▶ [SUPPLIED DATA]:
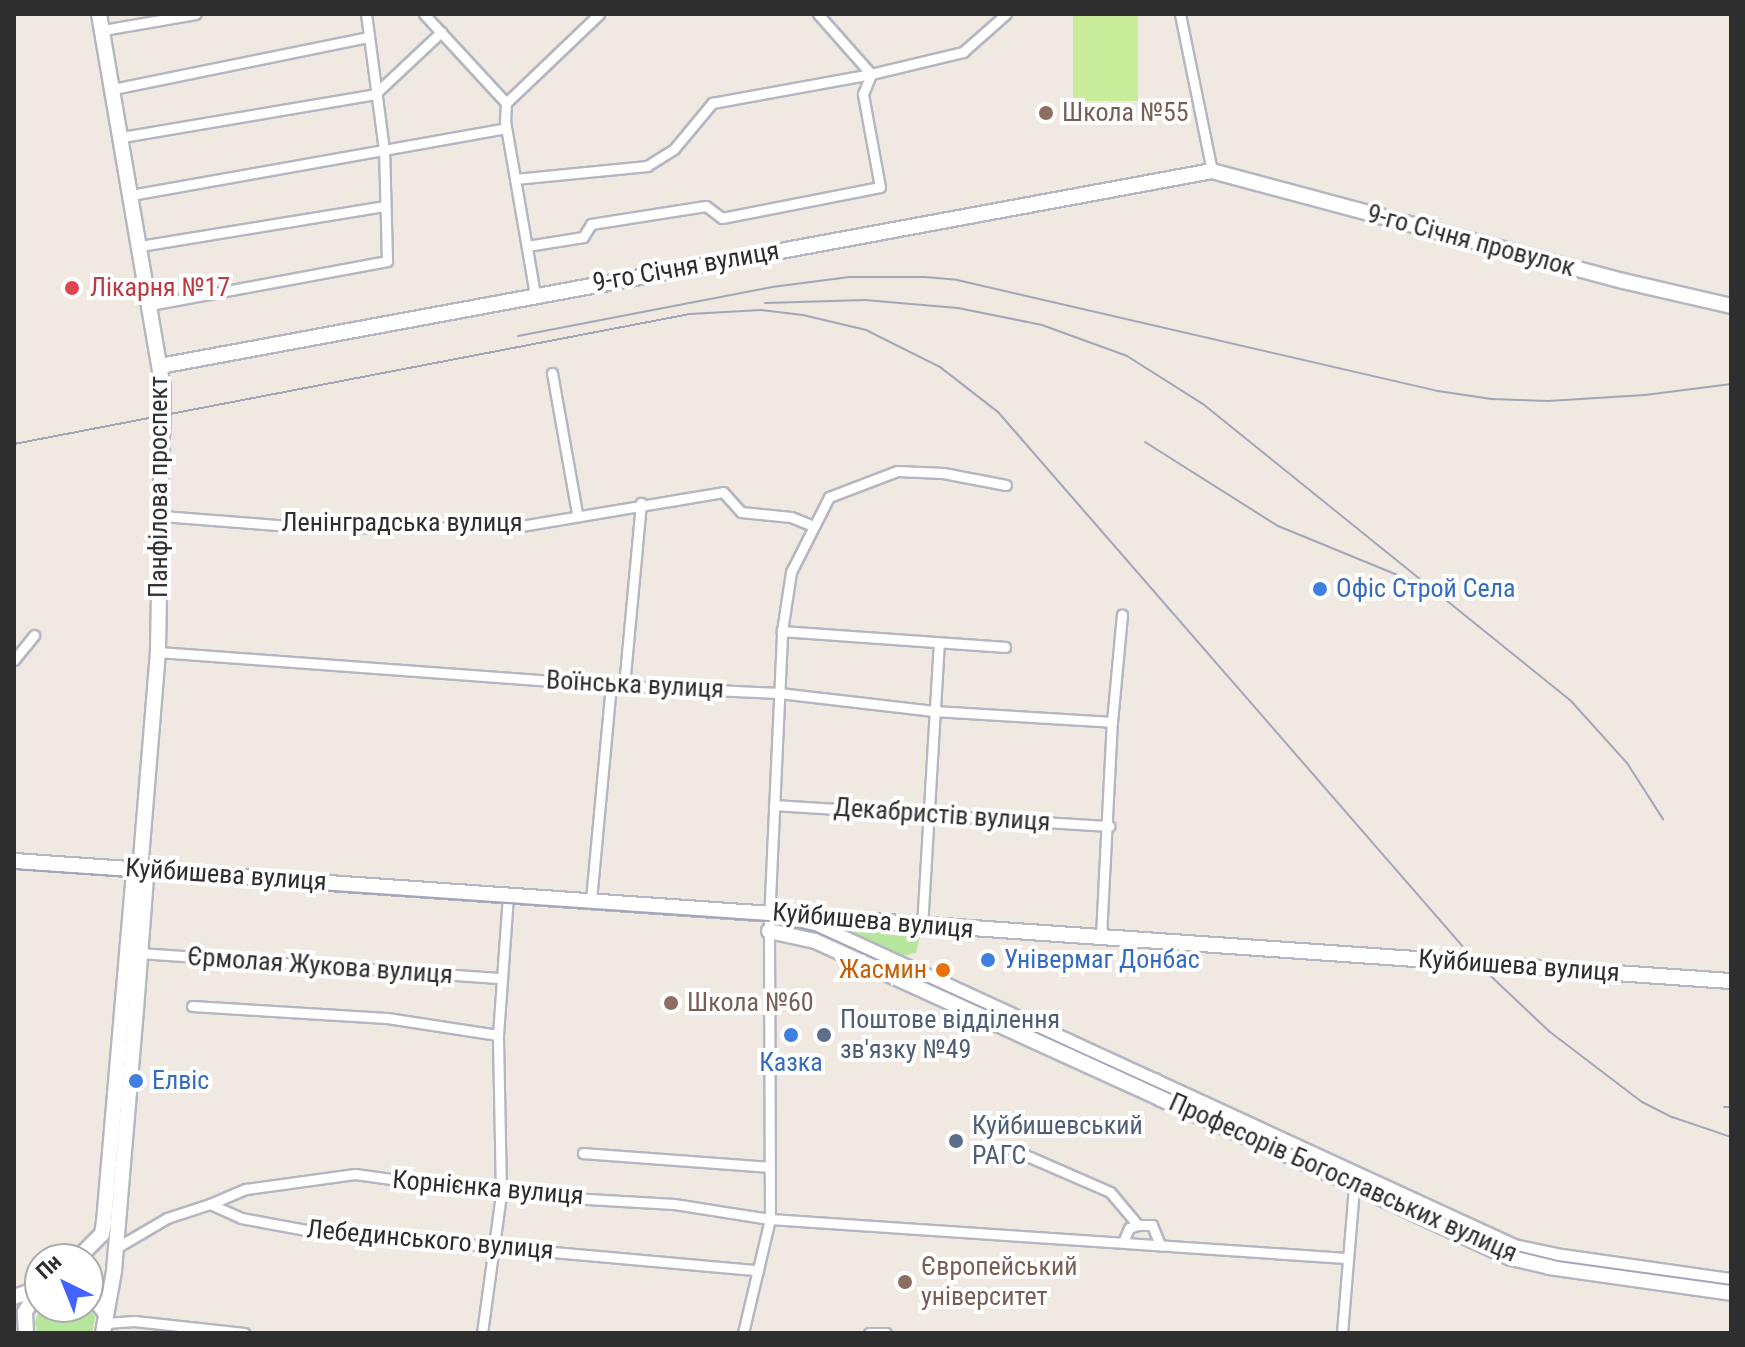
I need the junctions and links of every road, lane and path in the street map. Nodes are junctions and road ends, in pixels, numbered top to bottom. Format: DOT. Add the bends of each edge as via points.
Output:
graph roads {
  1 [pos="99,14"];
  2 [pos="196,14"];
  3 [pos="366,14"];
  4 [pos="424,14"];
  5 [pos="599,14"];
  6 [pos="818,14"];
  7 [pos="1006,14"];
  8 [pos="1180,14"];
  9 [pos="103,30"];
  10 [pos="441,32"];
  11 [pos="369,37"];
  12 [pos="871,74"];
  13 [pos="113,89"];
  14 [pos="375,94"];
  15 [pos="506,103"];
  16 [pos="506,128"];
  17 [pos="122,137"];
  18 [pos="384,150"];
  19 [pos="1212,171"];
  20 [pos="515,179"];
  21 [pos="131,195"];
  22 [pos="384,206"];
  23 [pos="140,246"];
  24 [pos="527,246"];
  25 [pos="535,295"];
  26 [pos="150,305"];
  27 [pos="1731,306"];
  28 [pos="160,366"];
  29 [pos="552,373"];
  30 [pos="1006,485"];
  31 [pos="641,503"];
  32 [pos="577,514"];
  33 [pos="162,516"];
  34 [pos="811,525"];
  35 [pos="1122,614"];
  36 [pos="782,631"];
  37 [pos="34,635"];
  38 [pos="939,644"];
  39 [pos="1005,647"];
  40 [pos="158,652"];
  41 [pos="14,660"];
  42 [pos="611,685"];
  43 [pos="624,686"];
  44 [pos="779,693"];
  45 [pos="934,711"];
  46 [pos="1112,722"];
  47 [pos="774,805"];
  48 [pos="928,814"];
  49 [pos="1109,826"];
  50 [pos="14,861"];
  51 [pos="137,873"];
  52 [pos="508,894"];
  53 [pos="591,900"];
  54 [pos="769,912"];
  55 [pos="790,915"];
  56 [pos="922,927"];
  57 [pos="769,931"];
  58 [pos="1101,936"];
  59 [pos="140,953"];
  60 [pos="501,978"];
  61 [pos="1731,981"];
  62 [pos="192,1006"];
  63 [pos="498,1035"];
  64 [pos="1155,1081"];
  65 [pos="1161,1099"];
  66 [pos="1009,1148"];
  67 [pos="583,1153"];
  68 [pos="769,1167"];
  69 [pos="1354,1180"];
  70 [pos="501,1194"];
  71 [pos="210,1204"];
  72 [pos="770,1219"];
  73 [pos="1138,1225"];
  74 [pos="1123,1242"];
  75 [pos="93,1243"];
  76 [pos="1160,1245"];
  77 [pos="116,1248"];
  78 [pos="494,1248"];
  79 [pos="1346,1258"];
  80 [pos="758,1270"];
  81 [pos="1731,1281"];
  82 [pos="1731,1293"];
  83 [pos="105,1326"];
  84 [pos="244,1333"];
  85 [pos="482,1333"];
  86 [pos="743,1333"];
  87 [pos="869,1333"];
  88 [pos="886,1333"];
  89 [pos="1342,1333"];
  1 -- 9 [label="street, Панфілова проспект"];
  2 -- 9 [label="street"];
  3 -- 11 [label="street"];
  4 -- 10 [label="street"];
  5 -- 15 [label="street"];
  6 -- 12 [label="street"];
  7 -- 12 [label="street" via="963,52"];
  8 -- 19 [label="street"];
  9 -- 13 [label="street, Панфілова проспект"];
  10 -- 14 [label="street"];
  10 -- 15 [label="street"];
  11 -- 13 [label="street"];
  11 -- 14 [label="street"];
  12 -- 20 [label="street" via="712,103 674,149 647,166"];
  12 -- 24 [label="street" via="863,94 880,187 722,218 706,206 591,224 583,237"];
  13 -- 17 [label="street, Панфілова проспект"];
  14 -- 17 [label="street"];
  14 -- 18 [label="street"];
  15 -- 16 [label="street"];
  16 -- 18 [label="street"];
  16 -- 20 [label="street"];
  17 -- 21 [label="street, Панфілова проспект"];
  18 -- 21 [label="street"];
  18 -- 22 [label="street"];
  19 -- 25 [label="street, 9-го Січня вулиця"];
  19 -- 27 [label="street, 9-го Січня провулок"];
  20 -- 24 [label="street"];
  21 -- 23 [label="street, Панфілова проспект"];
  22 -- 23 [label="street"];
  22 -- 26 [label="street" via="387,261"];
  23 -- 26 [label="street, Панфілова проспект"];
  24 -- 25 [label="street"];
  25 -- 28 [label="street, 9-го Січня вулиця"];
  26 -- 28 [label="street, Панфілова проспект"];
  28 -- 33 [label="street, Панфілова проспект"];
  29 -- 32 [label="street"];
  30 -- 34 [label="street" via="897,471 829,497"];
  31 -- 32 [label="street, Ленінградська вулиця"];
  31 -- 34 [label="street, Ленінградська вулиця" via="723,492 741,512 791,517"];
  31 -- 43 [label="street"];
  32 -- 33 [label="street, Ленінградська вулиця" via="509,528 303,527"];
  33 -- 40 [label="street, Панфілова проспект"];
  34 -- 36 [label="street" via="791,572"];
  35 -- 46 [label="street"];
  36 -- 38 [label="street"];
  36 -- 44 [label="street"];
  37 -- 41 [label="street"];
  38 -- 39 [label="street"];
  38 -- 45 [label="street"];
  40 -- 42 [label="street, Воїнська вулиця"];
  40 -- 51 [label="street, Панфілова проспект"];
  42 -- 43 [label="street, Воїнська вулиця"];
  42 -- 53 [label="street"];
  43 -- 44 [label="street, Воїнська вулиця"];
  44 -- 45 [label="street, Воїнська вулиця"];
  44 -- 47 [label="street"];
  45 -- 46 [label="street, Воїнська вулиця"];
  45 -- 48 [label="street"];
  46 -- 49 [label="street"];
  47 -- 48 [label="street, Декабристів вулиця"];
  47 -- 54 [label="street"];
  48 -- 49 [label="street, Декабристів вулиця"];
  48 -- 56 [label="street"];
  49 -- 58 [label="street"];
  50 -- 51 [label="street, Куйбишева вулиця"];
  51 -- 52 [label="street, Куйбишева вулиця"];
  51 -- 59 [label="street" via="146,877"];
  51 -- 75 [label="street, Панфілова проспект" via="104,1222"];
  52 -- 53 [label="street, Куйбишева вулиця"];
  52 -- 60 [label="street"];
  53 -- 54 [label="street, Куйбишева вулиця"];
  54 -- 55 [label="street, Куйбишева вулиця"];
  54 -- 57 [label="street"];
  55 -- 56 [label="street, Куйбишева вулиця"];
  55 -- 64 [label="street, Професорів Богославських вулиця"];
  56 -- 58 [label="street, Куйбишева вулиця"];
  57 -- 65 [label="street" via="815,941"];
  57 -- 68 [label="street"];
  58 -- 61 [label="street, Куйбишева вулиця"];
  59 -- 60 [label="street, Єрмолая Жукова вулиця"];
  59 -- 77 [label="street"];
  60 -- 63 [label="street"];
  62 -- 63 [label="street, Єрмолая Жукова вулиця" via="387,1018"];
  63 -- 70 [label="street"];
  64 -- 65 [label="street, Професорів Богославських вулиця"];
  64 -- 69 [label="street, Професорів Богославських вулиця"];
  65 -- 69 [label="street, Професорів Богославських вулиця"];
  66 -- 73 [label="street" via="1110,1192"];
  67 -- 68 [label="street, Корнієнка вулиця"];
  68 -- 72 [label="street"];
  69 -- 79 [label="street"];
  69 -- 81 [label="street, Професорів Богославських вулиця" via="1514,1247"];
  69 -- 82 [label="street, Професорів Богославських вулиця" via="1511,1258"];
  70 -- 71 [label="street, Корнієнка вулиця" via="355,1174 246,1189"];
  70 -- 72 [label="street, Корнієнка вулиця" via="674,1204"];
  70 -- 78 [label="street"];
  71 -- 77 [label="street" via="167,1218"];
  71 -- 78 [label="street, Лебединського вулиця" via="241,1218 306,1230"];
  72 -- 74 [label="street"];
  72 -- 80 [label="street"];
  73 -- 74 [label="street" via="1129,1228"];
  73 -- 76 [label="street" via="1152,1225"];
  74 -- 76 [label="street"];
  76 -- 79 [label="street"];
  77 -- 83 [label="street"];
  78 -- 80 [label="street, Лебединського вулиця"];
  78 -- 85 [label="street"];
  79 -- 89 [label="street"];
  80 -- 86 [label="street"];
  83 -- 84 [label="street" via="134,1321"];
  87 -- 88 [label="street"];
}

▶ [YOUR TASK]: Only the lines with the string "Ленінградська" are wanted; pick them out of the records above and copy them.

▶ [WRITTEN ANSWER]:
  31 -- 32 [label="street, Ленінградська вулиця"];
  31 -- 34 [label="street, Ленінградська вулиця" via="723,492 741,512 791,517"];
  32 -- 33 [label="street, Ленінградська вулиця" via="509,528 303,527"];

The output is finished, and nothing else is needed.